━━━ Record set ━━━
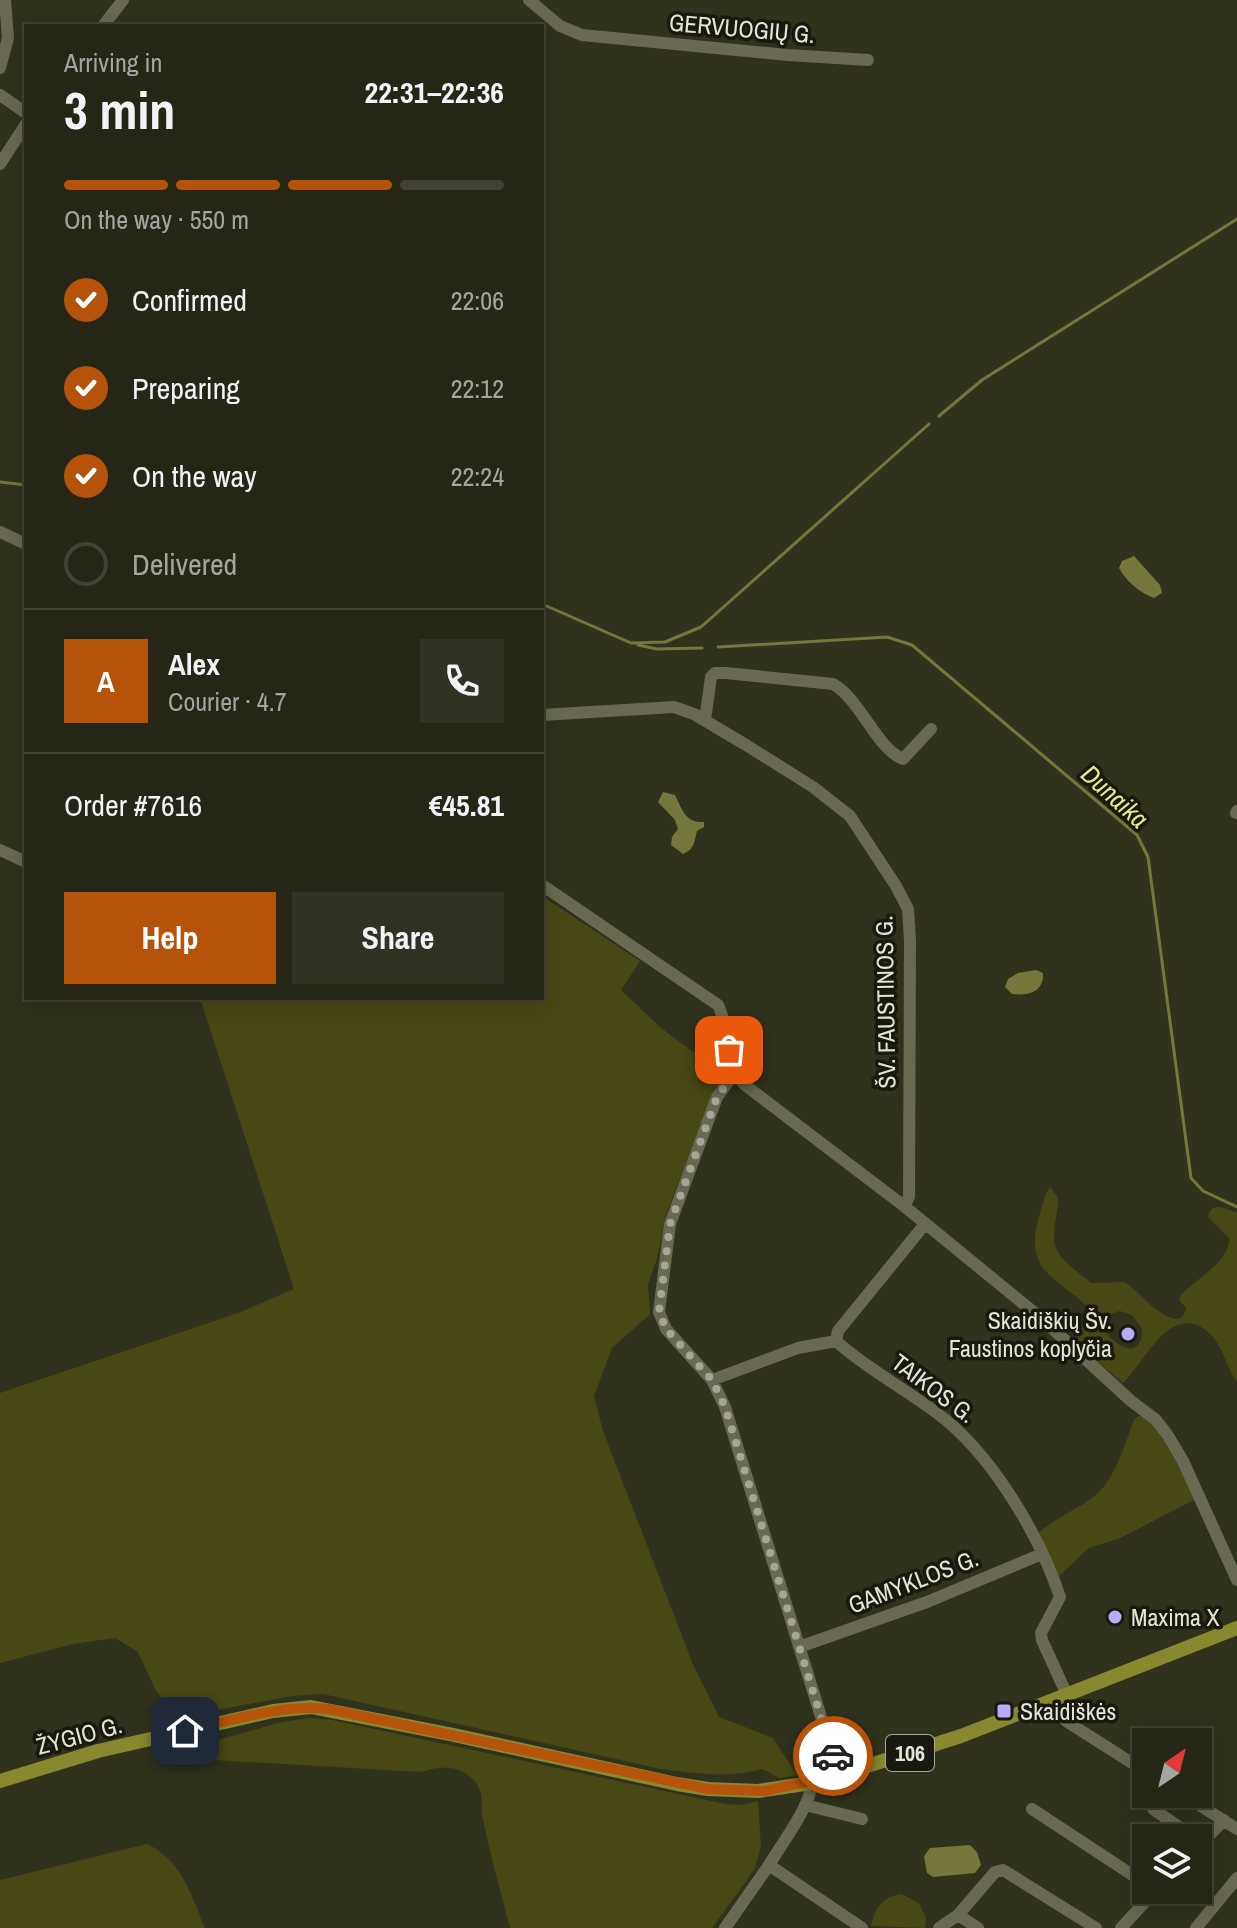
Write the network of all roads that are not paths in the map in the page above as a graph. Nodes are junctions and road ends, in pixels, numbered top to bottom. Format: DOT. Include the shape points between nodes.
graph roads {
  1 [pos="5,0"];
  2 [pos="123,0"];
  3 [pos="529,0"];
  4 [pos="105,24"];
  5 [pos="868,60"];
  6 [pos="0,68"];
  7 [pos="0,95"];
  8 [pos="24,112"];
  9 [pos="24,127"];
  10 [pos="0,164"];
  11 [pos="0,532"];
  12 [pos="24,543"];
  13 [pos="544,715"];
  14 [pos="705,720"];
  15 [pos="931,729"];
  16 [pos="0,850"];
  17 [pos="24,861"];
  18 [pos="544,886"];
  19 [pos="734,1074"];
  20 [pos="904,1206"];
  21 [pos="925,1224"];
  22 [pos="836,1341"];
  23 [pos="712,1380"];
  24 [pos="1042,1554"];
  25 [pos="1237,1580"];
  26 [pos="1237,1628"];
  27 [pos="799,1647"];
  28 [pos="1067,1695"];
  29 [pos="1051,1701"];
  30 [pos="1132,1763"];
  31 [pos="839,1775"];
  32 [pos="0,1781"];
  33 [pos="811,1783"];
  34 [pos="805,1805"];
  35 [pos="1205,1808"];
  36 [pos="1032,1809"];
  37 [pos="1153,1809"];
  38 [pos="862,1819"];
  39 [pos="1224,1820"];
  40 [pos="1173,1824"];
  41 [pos="1237,1829"];
  42 [pos="1212,1830"];
  43 [pos="769,1865"];
  44 [pos="1132,1875"];
  45 [pos="1237,1878"];
  46 [pos="1142,1904"];
  47 [pos="958,1915"];
  48 [pos="731,1926"];
  49 [pos="862,1928"];
  50 [pos="939,1928"];
  51 [pos="978,1928"];
  52 [pos="1096,1928"];
  53 [pos="1121,1928"];
  54 [pos="1196,1928"];
  1 -- 6 [label="street" via="8,38"];
  2 -- 4 [label="street"];
  3 -- 5 [label="street, GERVUOGIŲ G." via="560,26 582,35"];
  7 -- 8 [label="street"];
  9 -- 10 [label="street"];
  11 -- 12 [label="street"];
  13 -- 14 [label="street, ŠV. FAUSTINOS G." via="660,706"];
  14 -- 15 [label="street" via="711,677 726,673 833,684 903,759"];
  14 -- 20 [label="street, ŠV. FAUSTINOS G." via="850,816 908,909 909,1197"];
  16 -- 17 [label="street"];
  18 -- 19 [label="street" via="718,1005"];
  19 -- 20 [label="street"];
  19 -- 23 [label="street" via="717,1097 670,1224 659,1312 666,1329"];
  20 -- 21 [label="street"];
  21 -- 22 [label="street" via="838,1331"];
  21 -- 25 [label="street" via="1155,1419 1183,1461"];
  22 -- 23 [label="street" via="798,1348"];
  22 -- 24 [label="street, TAIKOS G." via="958,1430 1001,1482"];
  23 -- 27 [label="street"];
  24 -- 27 [label="street, GAMYKLOS G."];
  24 -- 28 [label="street, TAIKOS G." via="1060,1597 1042,1640"];
  26 -- 28 [label="main road, 106"];
  27 -- 31 [label="street"];
  28 -- 29 [label="main road, 106"];
  29 -- 30 [label="street" via="1066,1721"];
  29 -- 31 [label="main road, 106"];
  31 -- 33 [label="main road, 106"];
  32 -- 33 [label="main road, ŽYGIO G. / 106" via="98,1751 311,1707 721,1790 764,1791"];
  33 -- 34 [label="street"];
  34 -- 38 [label="street"];
  34 -- 43 [label="street"];
  35 -- 39 [label="street"];
  36 -- 44 [label="street"];
  37 -- 40 [label="street"];
  39 -- 41 [label="street"];
  39 -- 42 [label="street"];
  43 -- 48 [label="street"];
  43 -- 49 [label="street"];
  45 -- 54 [label="street"];
  46 -- 53 [label="street"];
  47 -- 50 [label="street"];
  47 -- 51 [label="street"];
  47 -- 52 [label="street" via="995,1872 1003,1870"];
}
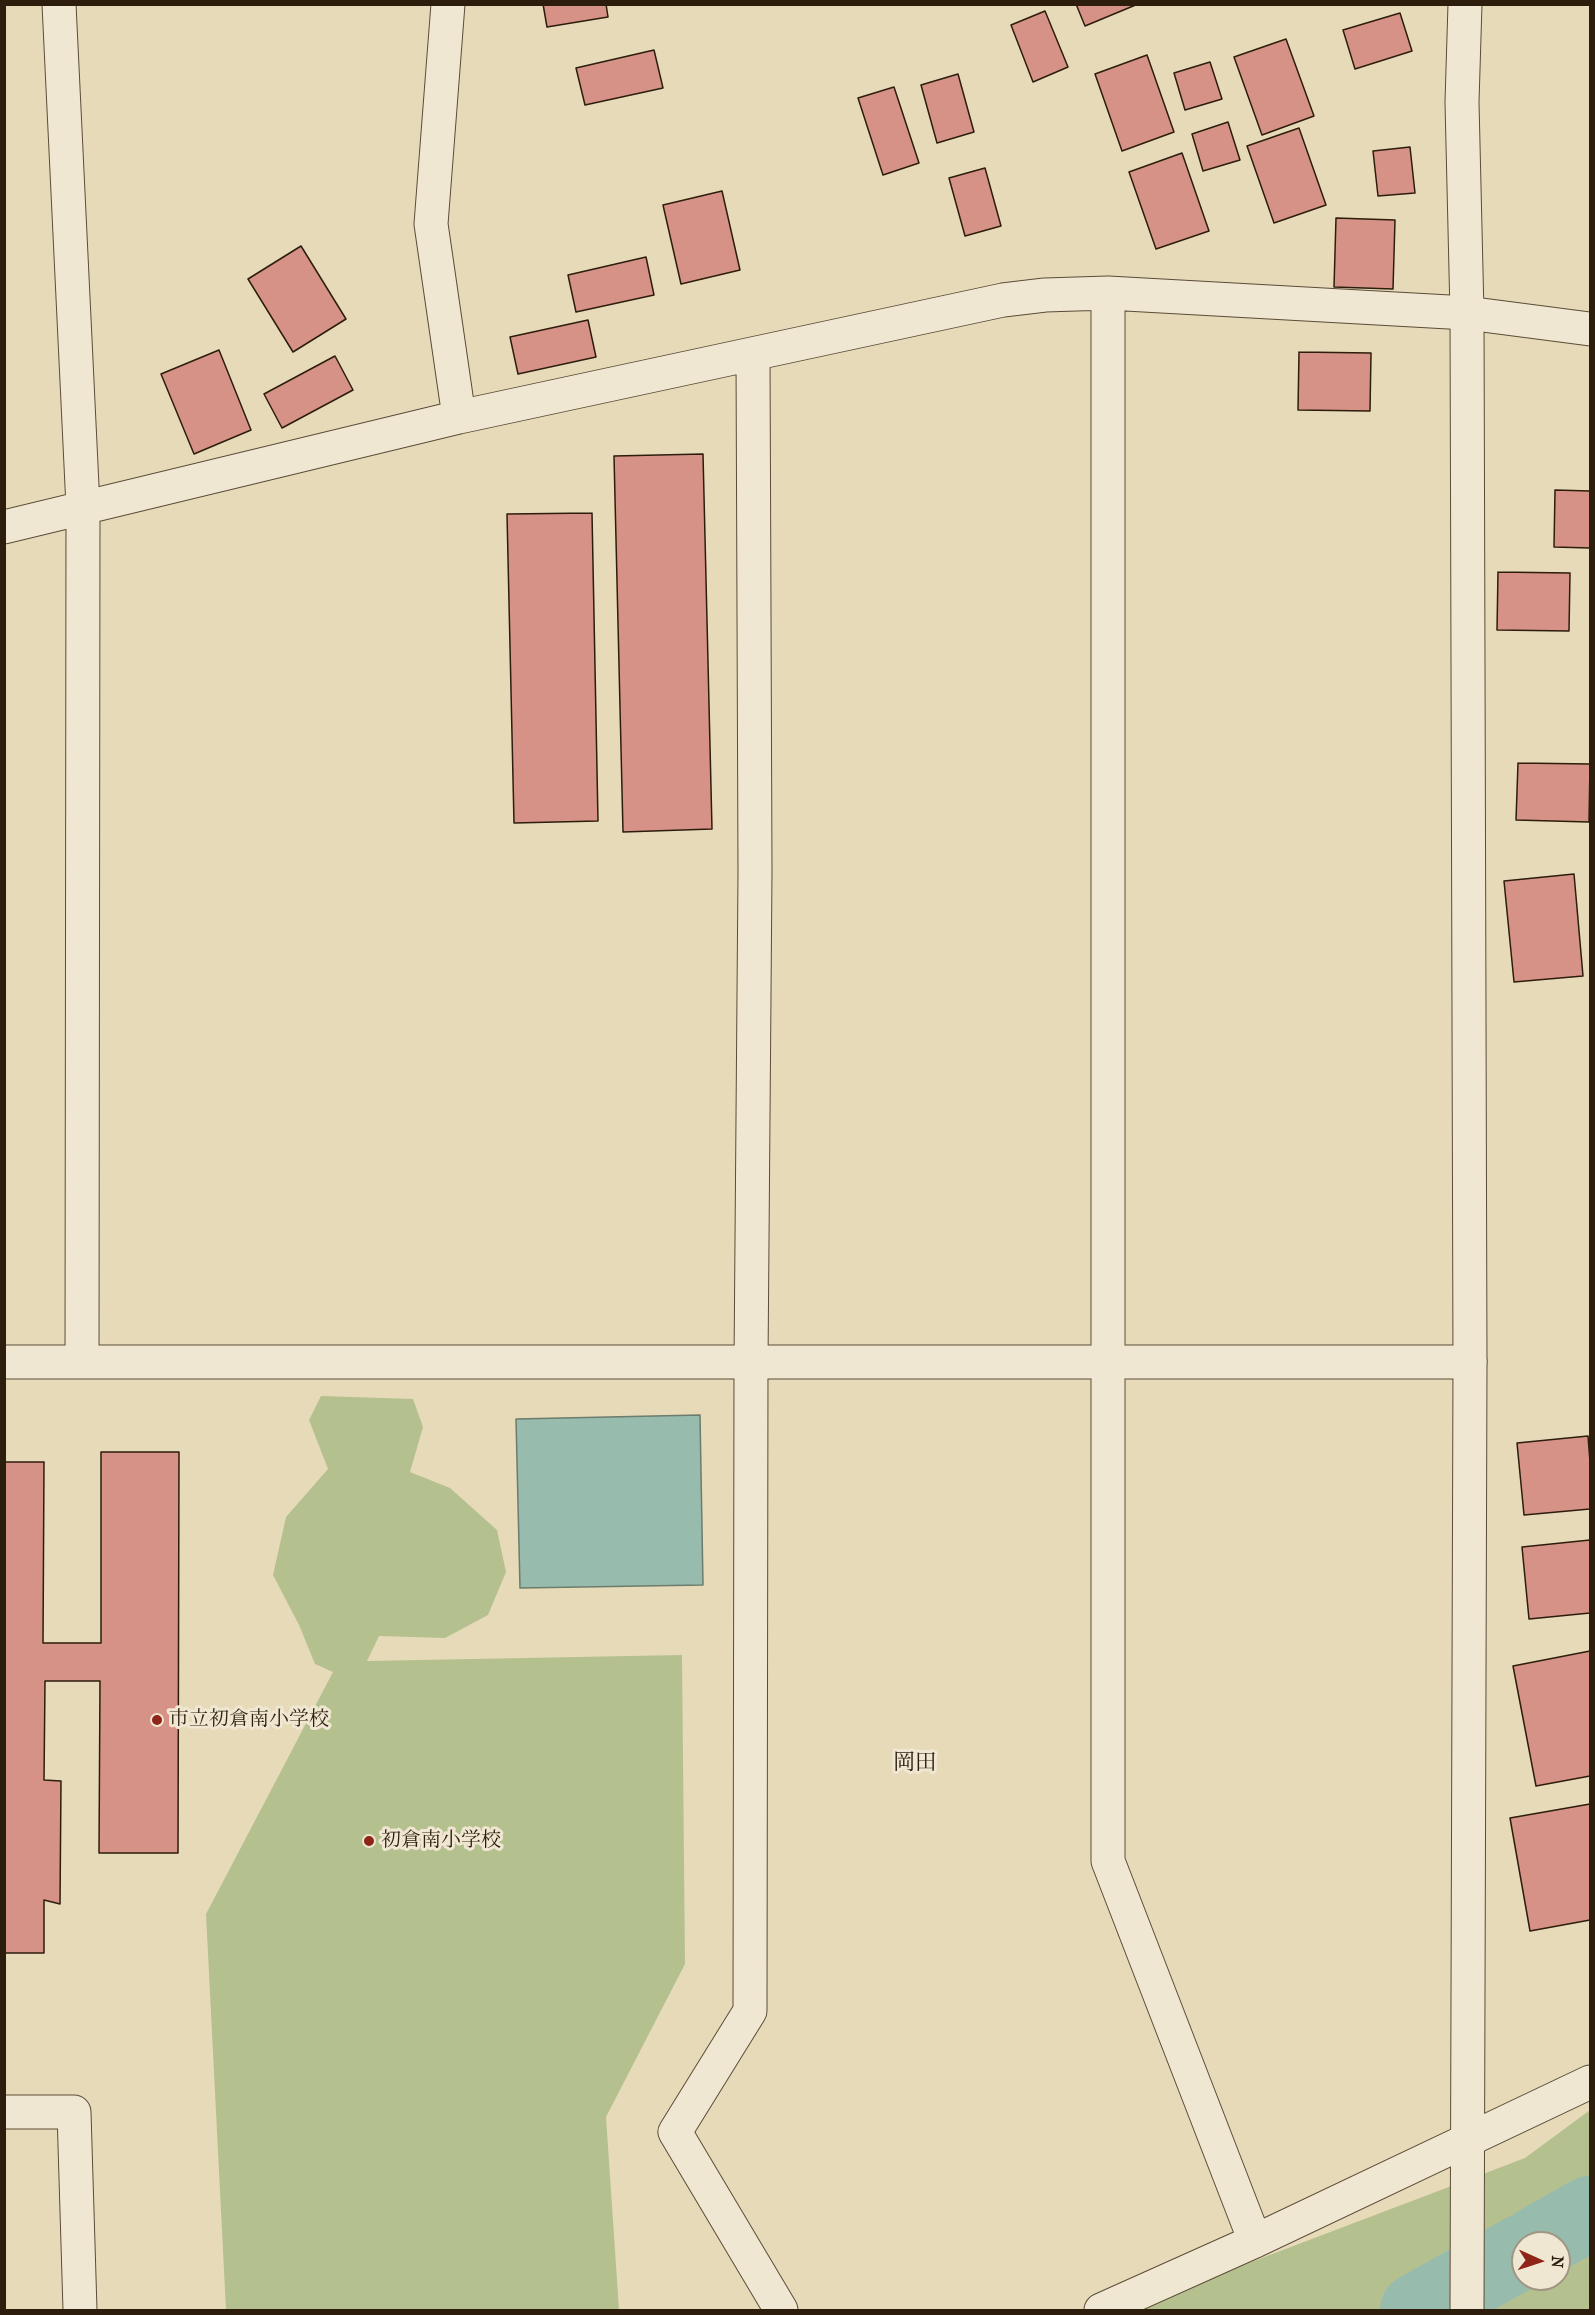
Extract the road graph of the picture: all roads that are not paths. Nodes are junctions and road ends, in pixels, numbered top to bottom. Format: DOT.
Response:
graph roads {
  1 [pos="59,4"];
  2 [pos="448,4"];
  3 [pos="1465,4"];
  4 [pos="1108,293"];
  5 [pos="1467,313"];
  6 [pos="1590,329"];
  7 [pos="753,354"];
  8 [pos="459,417"];
  9 [pos="82,507"];
  10 [pos="4,527"];
  11 [pos="4,1362"];
  12 [pos="82,1362"];
  13 [pos="1109,1362"];
  14 [pos="1470,1362"];
  15 [pos="751,1363"];
  16 [pos="1590,2082"];
  17 [pos="4,2112"];
  18 [pos="1469,2151"];
  19 [pos="1255,2241"];
  20 [pos="80,2310"];
  21 [pos="781,2310"];
  22 [pos="1101,2310"];
  23 [pos="1467,2310"];
  1 -- 9 [label="street"];
  2 -- 8 [label="street"];
  3 -- 5 [label="street"];
  4 -- 5 [label="street"];
  4 -- 7 [label="street"];
  4 -- 13 [label="street"];
  5 -- 6 [label="street"];
  5 -- 14 [label="street"];
  7 -- 8 [label="street"];
  7 -- 15 [label="street"];
  8 -- 9 [label="street"];
  9 -- 10 [label="street"];
  9 -- 12 [label="street"];
  11 -- 12 [label="street"];
  12 -- 15 [label="street"];
  13 -- 14 [label="street"];
  13 -- 15 [label="street"];
  13 -- 19 [label="street"];
  14 -- 18 [label="street"];
  15 -- 21 [label="street"];
  16 -- 18 [label="street"];
  17 -- 20 [label="street"];
  18 -- 19 [label="street"];
  18 -- 23 [label="street"];
  19 -- 22 [label="street"];
}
━━━
Exercise description
If a line above holds the string "bottom", count it; give the final total as the only output.

Exercise solution
2